Problem: If $n$ is an odd perfect number then $n=p_1^{j_1}p_2^{2j_2}...p_r^{2j_r}$ where $p_i$ are distinct odd primes and $p_1\equiv j_1 \equiv 1 \pmod 4.$
I am trying to understand the proof due to Euler, given in Elementary Number Theory (Burton).
Let $n=p_1^{k_1}p_2^{k_2}...p_r^{k_r}.$ Since $n$ is perfect therefore $\sigma(n)=2n.$ Also since $n$ is odd $n\equiv 1\pmod 4$ or $n\equiv 3\pmod 4.$ In any case $2n\equiv 2\pmod 4\Rightarrow \sigma(n)\equiv2\pmod 4.$ Now $$\sigma(n)=\sigma(p_1^{k_1})\sigma(p_2^{k_2})...\sigma(p_r^{k_r})\equiv 2\pmod 4.$$ The implication is that one of the $\sigma(p_i^{k_i}),$ say $\sigma(p_1^{k_1})$ must be even but not divisible by $4$.

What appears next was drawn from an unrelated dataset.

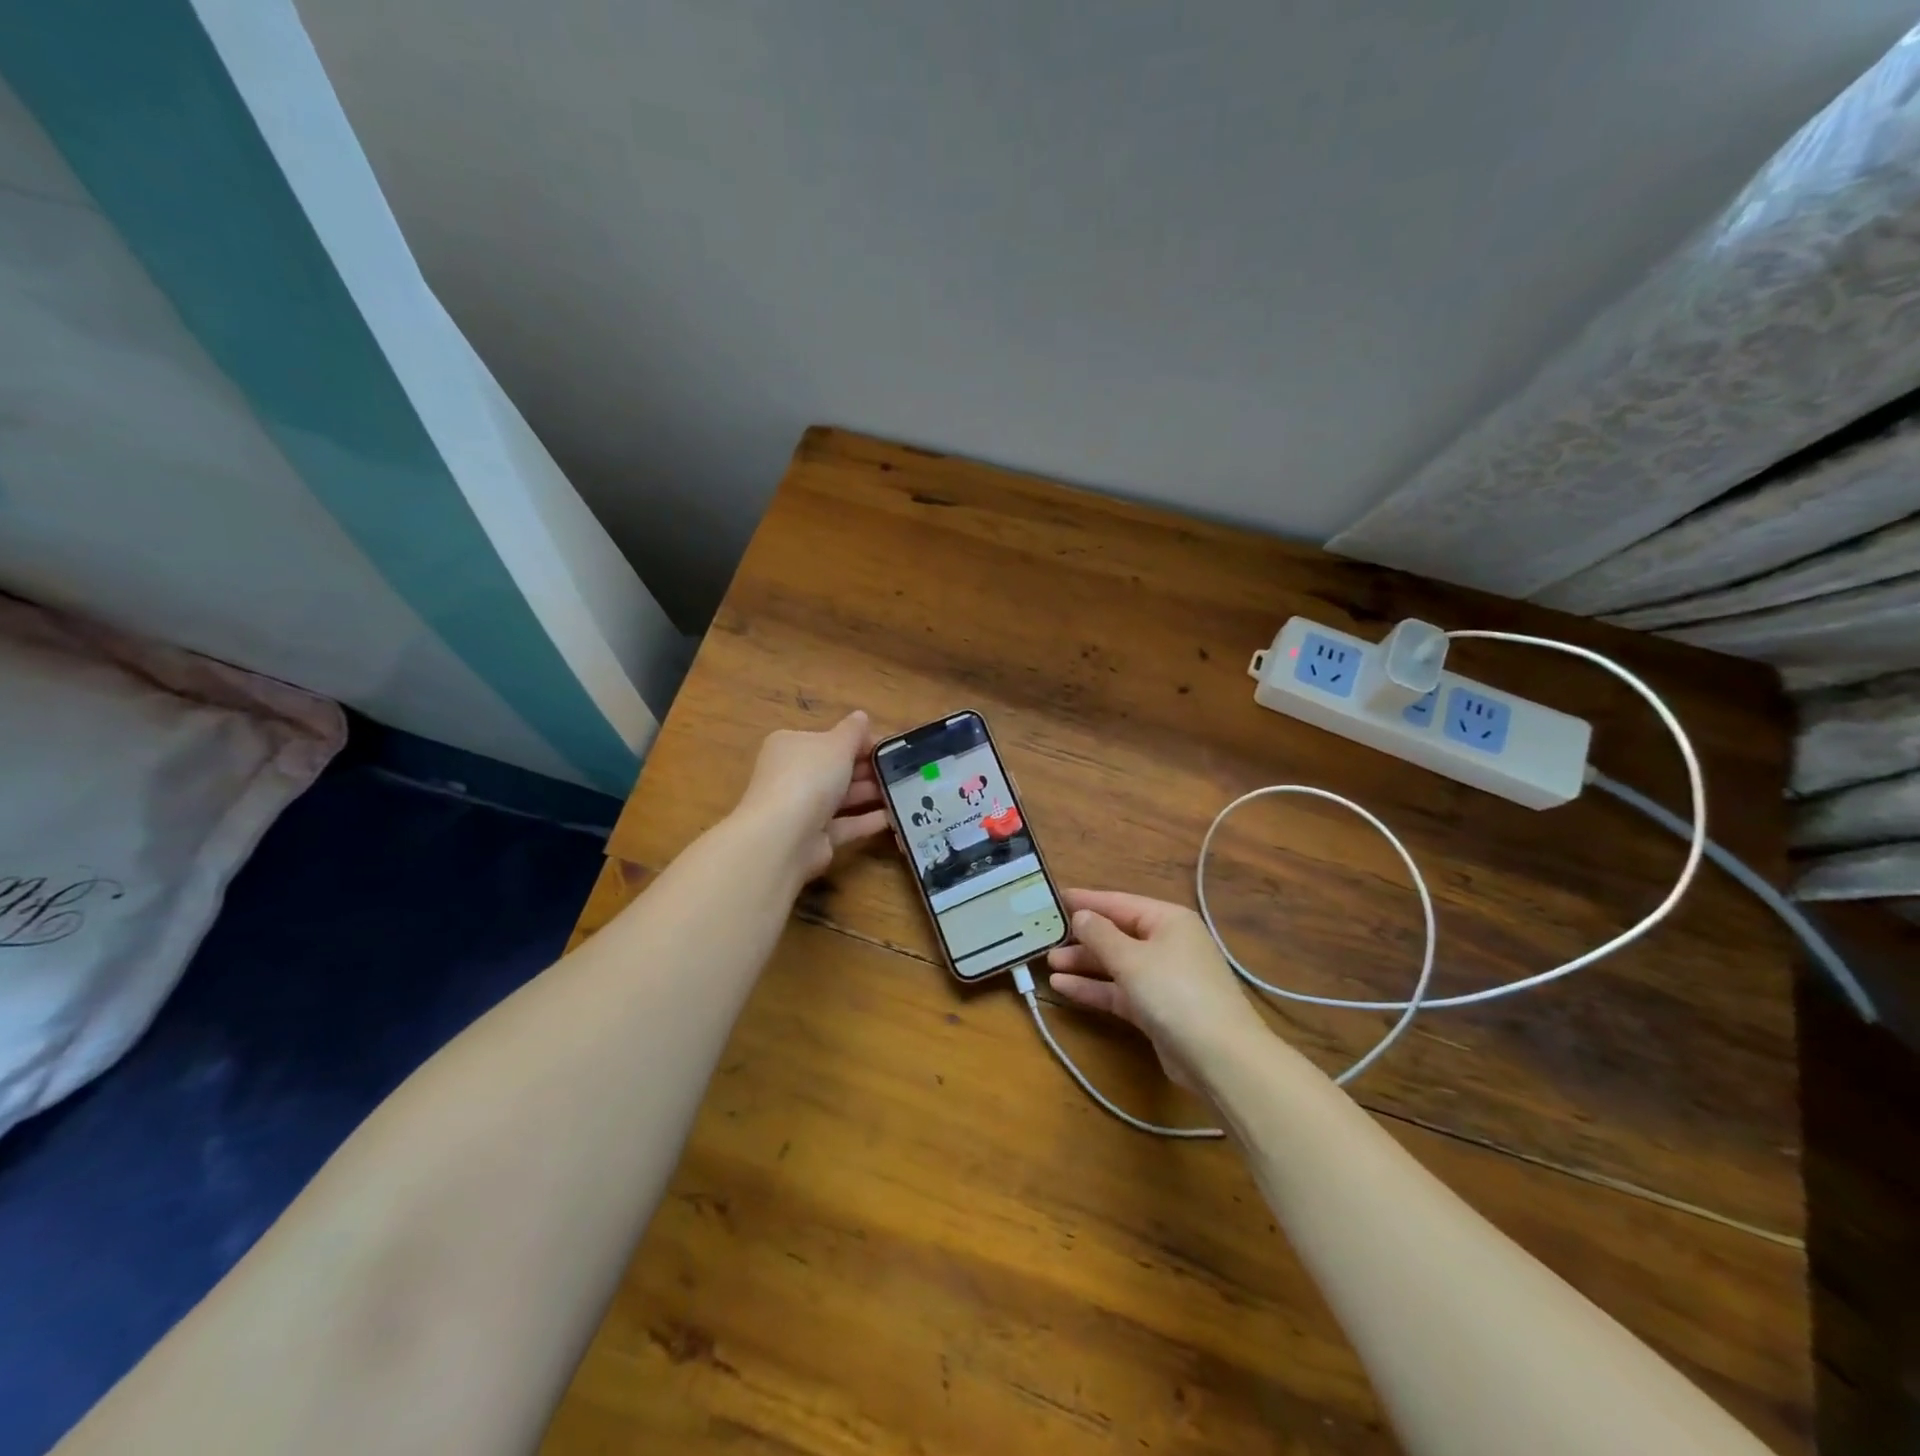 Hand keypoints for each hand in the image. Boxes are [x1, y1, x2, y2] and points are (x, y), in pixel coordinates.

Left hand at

I don't understand why the claim stated in bold must be true.
Moving on,
For a given $p_i$, $p_i\equiv 1\pmod 4$ or $p_i\equiv -1\pmod 4.$ If $p_i \equiv -1\pmod 4$, then $\sigma(p_i^{k_i})\equiv 0,1\pmod 4$ depending on $k_i$ being odd or even respectively. Since $\sigma(p_1^{k_1})\equiv 2\pmod 4\Rightarrow p_1\equiv 1\pmod 4.$
Furthermore, $\sigma(p_i^{k_i})\equiv 0\pmod 4$ is not possible since this would imply that $4|\sigma(p_i^{k_i})$ which is not possible.
How can this be deduced?
The remainder of the proof is easy to understand. I am just facing trouble with these two parts. It would be nice if someone could elaborate more on these claims, maybe with an example.